The optimization includes several constraint types:

1. Sum-to-One Constraint

All ingredient fractions at each hierarchy level must sum to 1 (100%):

F @ x == g

Where F is the equality constraint matrix ensuring ingredients at each level sum correctly.

2. Decreasing Order Constraint

According to European Union food labeling regulations, ingredients must be listed in decreasing order by weight:

C @ x <= d

Where C is a constraint matrix enforcing:

  • ingredient[i] >= ingredient[i+1] for same-level ingredients

Exception: This constraint does not apply to subdivisions (nutrient variants of the same ingredient).

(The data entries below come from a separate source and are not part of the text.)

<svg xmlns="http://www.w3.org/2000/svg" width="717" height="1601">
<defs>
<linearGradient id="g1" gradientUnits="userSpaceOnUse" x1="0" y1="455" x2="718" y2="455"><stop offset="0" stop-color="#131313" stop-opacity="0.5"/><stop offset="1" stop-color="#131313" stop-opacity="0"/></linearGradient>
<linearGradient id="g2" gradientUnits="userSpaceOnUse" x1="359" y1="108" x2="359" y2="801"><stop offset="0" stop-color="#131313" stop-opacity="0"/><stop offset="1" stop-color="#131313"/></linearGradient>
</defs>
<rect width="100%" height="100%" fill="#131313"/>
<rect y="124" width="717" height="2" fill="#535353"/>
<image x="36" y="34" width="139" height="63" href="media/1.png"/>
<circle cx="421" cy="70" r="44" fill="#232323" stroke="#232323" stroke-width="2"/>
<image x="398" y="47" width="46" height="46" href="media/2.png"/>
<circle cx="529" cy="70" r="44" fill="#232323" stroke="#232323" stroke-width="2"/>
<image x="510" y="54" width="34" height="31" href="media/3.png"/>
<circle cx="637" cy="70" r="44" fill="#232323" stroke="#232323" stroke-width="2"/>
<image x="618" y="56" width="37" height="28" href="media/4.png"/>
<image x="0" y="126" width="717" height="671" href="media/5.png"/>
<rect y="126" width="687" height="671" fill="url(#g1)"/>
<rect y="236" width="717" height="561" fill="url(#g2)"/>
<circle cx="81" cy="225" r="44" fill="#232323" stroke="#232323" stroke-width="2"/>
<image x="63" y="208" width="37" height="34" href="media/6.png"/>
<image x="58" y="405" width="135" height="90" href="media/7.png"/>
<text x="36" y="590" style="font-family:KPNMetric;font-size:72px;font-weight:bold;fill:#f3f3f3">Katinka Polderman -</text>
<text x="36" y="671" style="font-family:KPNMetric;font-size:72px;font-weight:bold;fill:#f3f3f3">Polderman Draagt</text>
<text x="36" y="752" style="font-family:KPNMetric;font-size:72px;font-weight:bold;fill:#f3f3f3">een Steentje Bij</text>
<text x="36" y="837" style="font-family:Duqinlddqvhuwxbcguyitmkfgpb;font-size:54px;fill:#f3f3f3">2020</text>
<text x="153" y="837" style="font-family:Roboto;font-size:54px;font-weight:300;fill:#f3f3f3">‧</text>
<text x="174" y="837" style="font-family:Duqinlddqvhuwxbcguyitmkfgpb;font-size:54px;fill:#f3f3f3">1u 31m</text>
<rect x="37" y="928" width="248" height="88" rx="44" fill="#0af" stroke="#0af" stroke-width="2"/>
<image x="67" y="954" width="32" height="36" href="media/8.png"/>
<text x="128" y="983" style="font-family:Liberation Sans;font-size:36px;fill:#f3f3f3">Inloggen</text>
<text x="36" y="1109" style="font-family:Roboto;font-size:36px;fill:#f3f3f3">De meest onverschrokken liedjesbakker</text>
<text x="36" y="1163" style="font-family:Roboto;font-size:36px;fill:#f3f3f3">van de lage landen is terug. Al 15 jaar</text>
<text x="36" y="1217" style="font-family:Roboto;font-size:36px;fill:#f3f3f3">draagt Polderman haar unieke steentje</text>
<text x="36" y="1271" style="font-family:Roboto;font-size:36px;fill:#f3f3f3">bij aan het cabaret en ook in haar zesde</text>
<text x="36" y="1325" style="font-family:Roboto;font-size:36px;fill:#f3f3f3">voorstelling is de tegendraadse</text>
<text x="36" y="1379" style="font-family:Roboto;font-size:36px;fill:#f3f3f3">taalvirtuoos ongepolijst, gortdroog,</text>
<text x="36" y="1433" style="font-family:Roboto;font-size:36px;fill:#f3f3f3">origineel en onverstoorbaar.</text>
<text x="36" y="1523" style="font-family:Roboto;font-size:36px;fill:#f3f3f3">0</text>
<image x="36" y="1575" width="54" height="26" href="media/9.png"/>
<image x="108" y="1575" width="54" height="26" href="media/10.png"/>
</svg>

3. Fixed Percentage Constraints

When percentages are declared on packaging:

# Exact percentage constraint
x[ingredient_idx] == fixed_percentage * x[parent_idx]

# Or for root-level ingredients
x[ingredient_idx] == fixed_percentage

4. Minimum/Maximum Percentage Constraints

When only bounds are specified:

# Minimum percentage: ingredient >= min_percentage * parent
x[col_idx] - min_pct * x[parent_col_idx] >= 0

# Maximum percentage: ingredient <= max_percentage * parent
x[col_idx] - max_pct * x[parent_col_idx] <= 0

5. Non-negativity

All ingredient amounts must be non-negative:

x >= 0

Implementation Details

Solver Configuration

The module uses the ECOS solver via CVXPY:

problem.solve(solver="ECOS")

ECOS (Embedded Conic Solver) is chosen for its efficiency with second-order cone programs and its ability to handle the least-squares objective function.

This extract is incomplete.